Data Science Hack #1 - Resource Downloader

How can you extract image data directly from chrome in one click? Imagine that you want to make your own machine learning project but you don't have enough data, it becomes a daunting task Worry not you can use the ResourceSaver extension to directly download data! Let's see how!

Steps:

Install the chrome extension from the given URL.
Go to Google Images or any webpage from where you want to save the data.
Open Inspect Element and click to ResourceSaver Tab
Click on the button Save All Resources and a zip file will be created.
Unzip the file and open folder encrypted-tbn0.gstatic.com
You can find the images here.

Data Science Hack #2 Pandas Apply

Pandas Apply is one of the most commonly used functions for playing with data and creating new variables.
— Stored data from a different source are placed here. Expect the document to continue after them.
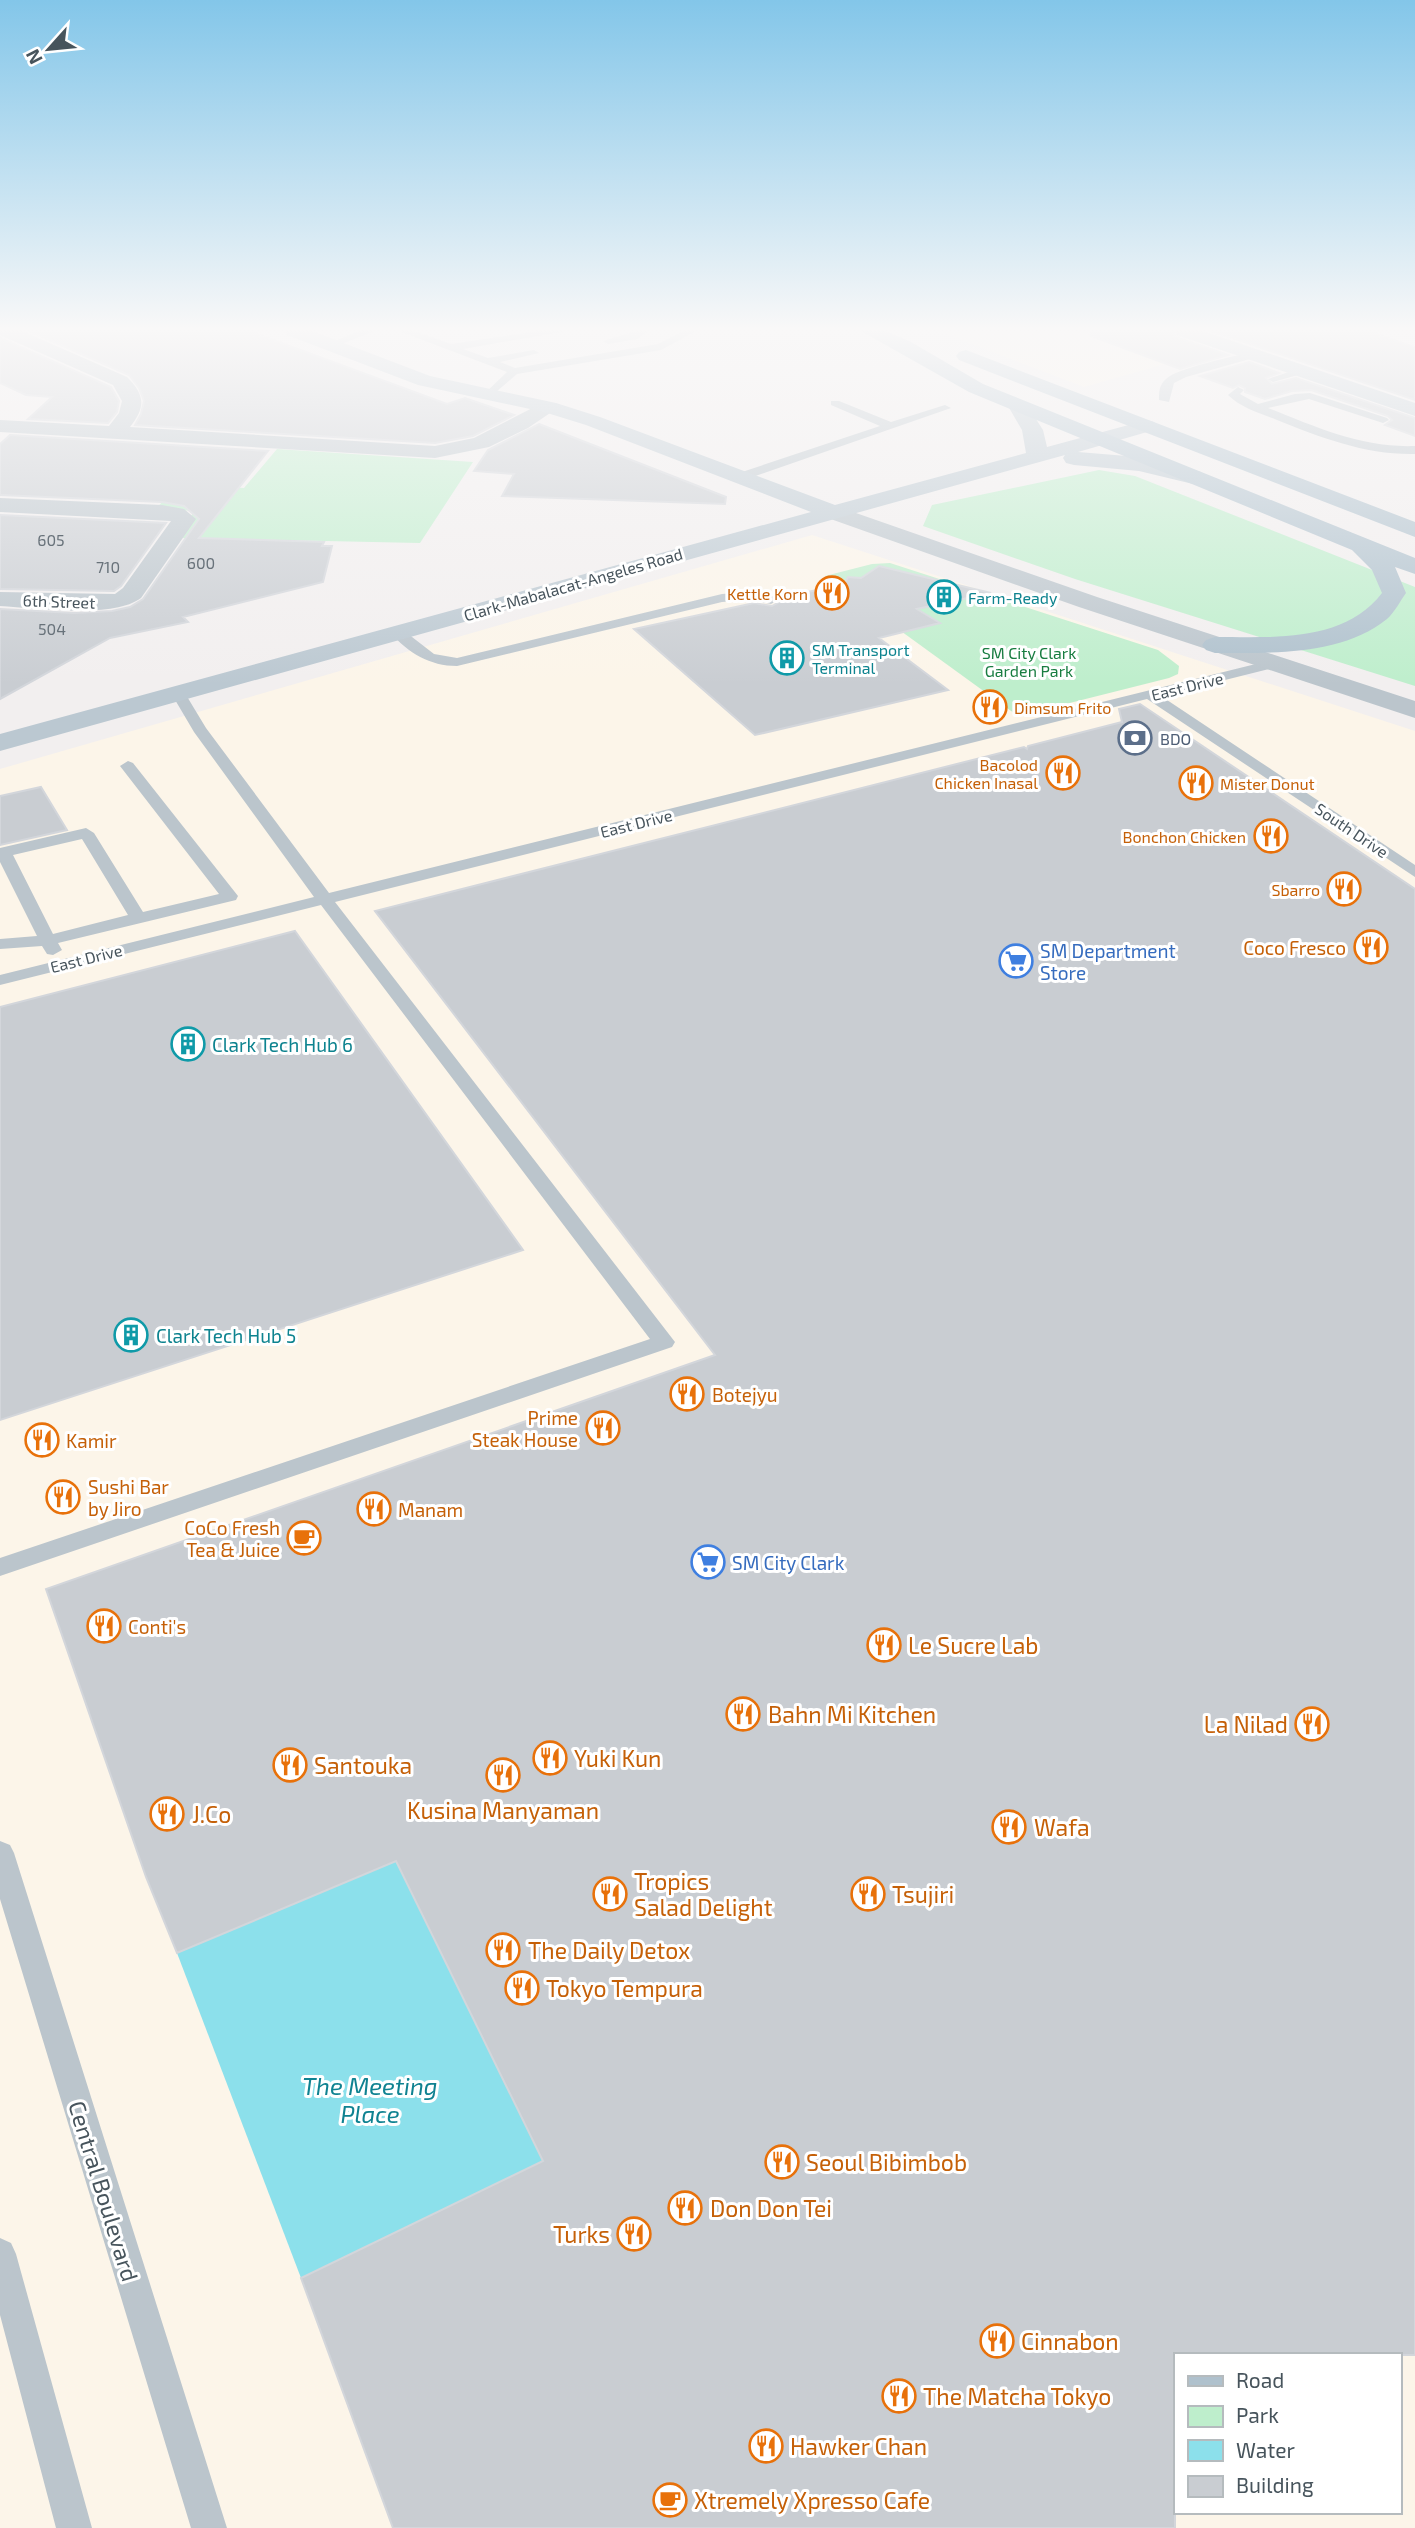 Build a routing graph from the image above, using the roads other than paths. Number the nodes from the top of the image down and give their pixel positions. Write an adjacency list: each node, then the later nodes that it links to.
1 (384, 449): 2 (street)
2 (468, 449)
3 (666, 449): 12 (main road)
4 (822, 449): 12 (lane)
5 (1038, 449): 11 (main road)
6 (1069, 449): 11 (main road, Clark-Mabalacat-Angeles Road)
7 (1123, 449): 13 (main road)
8 (1206, 449): 16 (main road)
9 (1378, 449): 10 (lane)
10 (1415, 450)
11 (1036, 458): 13 (main road); 15 (main road, Clark-Mabalacat-Angeles Road)
12 (740, 477): 15 (main road)
13 (1193, 477): 17 (main road)
14 (0, 505): 19 (street, 6th Street)
15 (833, 512): 22 (main road, Clark-Mabalacat-Angeles Road); 24 (street)
16 (1415, 530)
17 (1359, 544): 18 (main road); 24 (main road)
18 (1415, 567)
19 (0, 599)
20 (771, 600): 21 (lane)
21 (600, 628): 22 (lane); 23 (lane)
22 (398, 633): 26 (main road, Clark-Mabalacat-Angeles Road)
23 (639, 634)
24 (1215, 645): 25 (street)
25 (1272, 664): 27 (lane, East Drive); 28 (street)
26 (178, 693): 29 (main road, Clark-Mabalacat-Angeles Road); 33 (lane)
27 (1150, 695): 32 (lane, South Drive); 33 (lane, East Drive)
28 (1415, 710)
29 (0, 743)
30 (128, 766): 34 (lane)
31 (1, 853): 34 (lane); 35 (lane)
32 (1415, 872)
33 (325, 900): 37 (lane, East Drive); 39 (lane)
34 (139, 919): 35 (lane)
35 (47, 940): 36 (lane); 37 (lane)
36 (0, 944)
37 (60, 965): 38 (lane, East Drive)
38 (0, 979)
39 (0, 1567)
40 (0, 1853): 43 (lane, Central Boulevard)
41 (0, 2254): 42 (lane)
42 (74, 2528)
43 (209, 2528)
It returns some value after passing each row/column of a data frame with some function. The function can be both default or user-defined.
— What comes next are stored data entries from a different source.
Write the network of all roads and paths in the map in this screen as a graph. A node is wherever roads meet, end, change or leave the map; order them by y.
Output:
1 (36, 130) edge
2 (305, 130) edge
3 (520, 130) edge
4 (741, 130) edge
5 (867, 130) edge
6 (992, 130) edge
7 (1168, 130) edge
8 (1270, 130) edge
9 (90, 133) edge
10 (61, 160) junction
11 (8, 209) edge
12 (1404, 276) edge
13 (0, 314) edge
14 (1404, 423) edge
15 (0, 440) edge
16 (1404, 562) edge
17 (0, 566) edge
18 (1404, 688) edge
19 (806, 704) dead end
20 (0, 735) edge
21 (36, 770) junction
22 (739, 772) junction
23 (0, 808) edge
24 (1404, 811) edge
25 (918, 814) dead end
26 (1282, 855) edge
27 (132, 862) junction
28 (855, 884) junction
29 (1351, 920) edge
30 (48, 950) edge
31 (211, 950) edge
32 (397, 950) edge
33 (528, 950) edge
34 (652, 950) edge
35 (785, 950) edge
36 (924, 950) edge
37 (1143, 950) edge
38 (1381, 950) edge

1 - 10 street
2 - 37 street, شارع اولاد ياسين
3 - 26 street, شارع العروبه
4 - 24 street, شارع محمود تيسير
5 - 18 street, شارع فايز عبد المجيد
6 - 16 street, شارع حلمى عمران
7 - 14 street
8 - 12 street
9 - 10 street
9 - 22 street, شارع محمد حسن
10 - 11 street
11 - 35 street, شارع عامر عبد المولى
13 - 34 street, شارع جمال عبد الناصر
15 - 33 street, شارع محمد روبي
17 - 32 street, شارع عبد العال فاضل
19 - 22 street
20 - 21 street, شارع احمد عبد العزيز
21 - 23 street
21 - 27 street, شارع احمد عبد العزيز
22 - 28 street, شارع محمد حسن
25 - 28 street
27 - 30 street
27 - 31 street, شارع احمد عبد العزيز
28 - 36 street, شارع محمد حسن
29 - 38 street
Data Science Hack #3 Pandas Boolean Indexing

It helps to select subset of data based on the value of the data in the dataframe

Data Science Hack #4 Pandas Pivot Table

It is used to create MS Excel style spreadsheet. Levels in the pivot table will be stored in MultiIndex objects (hierarchical indexes) on the index and columns of the result DataFrame.
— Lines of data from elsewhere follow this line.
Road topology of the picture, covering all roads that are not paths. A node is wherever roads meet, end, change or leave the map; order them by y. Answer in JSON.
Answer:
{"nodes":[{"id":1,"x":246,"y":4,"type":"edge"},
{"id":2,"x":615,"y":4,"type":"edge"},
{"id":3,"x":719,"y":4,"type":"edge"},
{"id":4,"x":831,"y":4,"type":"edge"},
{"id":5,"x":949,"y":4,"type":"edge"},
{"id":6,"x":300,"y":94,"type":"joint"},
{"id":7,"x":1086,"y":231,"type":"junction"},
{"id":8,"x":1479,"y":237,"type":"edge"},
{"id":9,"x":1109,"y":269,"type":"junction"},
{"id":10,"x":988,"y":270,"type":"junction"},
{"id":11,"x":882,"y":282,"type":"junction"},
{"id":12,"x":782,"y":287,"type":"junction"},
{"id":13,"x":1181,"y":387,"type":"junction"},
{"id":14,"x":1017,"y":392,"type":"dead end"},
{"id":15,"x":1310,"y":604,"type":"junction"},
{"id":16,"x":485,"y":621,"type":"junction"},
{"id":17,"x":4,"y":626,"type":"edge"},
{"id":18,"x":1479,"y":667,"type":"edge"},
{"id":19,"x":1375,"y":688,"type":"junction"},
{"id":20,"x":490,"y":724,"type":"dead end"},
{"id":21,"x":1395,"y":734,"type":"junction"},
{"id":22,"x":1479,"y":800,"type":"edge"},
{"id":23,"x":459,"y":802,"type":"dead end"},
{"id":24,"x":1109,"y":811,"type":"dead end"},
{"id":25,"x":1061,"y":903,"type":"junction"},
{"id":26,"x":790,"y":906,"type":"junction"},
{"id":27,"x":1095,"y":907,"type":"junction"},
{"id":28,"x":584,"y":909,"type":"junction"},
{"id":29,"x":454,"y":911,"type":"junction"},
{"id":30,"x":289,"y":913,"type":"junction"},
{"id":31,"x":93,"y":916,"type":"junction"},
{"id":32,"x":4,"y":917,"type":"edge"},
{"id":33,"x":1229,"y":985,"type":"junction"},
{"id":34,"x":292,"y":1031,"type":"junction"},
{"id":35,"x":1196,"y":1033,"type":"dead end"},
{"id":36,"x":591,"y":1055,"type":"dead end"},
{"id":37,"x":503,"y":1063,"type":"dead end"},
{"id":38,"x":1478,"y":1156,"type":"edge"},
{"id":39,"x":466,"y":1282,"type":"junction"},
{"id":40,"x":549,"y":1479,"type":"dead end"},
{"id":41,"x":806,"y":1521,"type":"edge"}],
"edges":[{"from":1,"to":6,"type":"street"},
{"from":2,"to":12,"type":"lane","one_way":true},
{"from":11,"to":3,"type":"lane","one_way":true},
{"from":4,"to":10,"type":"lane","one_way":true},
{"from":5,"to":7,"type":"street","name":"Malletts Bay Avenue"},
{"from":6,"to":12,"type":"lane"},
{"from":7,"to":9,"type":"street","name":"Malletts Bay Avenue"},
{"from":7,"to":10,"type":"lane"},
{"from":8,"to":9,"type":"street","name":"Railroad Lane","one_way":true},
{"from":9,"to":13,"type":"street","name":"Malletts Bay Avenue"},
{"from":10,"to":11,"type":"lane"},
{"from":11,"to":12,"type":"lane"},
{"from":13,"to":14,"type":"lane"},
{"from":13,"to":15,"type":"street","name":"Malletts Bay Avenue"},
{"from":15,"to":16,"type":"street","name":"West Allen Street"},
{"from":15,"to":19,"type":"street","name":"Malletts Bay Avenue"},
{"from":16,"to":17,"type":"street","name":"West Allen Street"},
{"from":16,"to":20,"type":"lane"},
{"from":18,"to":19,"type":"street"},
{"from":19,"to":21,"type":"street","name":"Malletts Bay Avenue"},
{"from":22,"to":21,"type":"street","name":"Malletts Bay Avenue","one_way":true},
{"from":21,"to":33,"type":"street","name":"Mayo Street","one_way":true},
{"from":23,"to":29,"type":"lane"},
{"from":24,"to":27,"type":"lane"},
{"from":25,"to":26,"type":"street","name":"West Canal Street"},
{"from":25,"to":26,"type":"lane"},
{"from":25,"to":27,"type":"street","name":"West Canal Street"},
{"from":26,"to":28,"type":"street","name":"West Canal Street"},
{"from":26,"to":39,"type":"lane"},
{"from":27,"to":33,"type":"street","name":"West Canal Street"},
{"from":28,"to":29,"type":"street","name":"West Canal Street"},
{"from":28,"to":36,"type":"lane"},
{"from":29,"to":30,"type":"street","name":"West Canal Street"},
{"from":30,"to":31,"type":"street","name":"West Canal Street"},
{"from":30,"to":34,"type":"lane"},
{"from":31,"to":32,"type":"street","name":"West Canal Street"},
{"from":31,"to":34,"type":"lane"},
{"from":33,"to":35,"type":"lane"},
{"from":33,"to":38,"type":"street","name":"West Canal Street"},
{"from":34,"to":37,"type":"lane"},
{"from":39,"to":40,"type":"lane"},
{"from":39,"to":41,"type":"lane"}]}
Data Science Hack #5 Pandas crosstab

pd.crosstab() function is used to get an initial “feel” (view) of the data.

Data Science Hack #6 Pandas str.split

It is used to apply vectorized string functions on a pandas dataframe column. Let’s say you want to split the names in a dataframe column into first name and last name. pandas.Series.str along with split( ) can be used to perform this task.

Data Science Hack #7 Extract E-mails from text

Here is an interesting hack to extract email ids present in long pieces of text by just using 2 lines of code in Python using regular expressions. Extracting information from social media posts and websites has become a common practice in data analytics but sometimes we end up trying complicated methods to achieve things that can be solved easily by using the right technique.

Data Science Hack #8 Normal Distribution

One of the most important assumptions in linear and logistic regression is that our data must follow a normal distribution but we all know that's usually not the case in real life. We often need to transform our data into normal/ gaussian distribution.

Data Science Hack #9 Remove Emojis from text

Preprocessing is one of the key steps for improving the performance of a model. One of the main reasons for text preprocessing is to remove unwanted characters from text like punctuation, emojis, links and so on which is not required for our problem statement.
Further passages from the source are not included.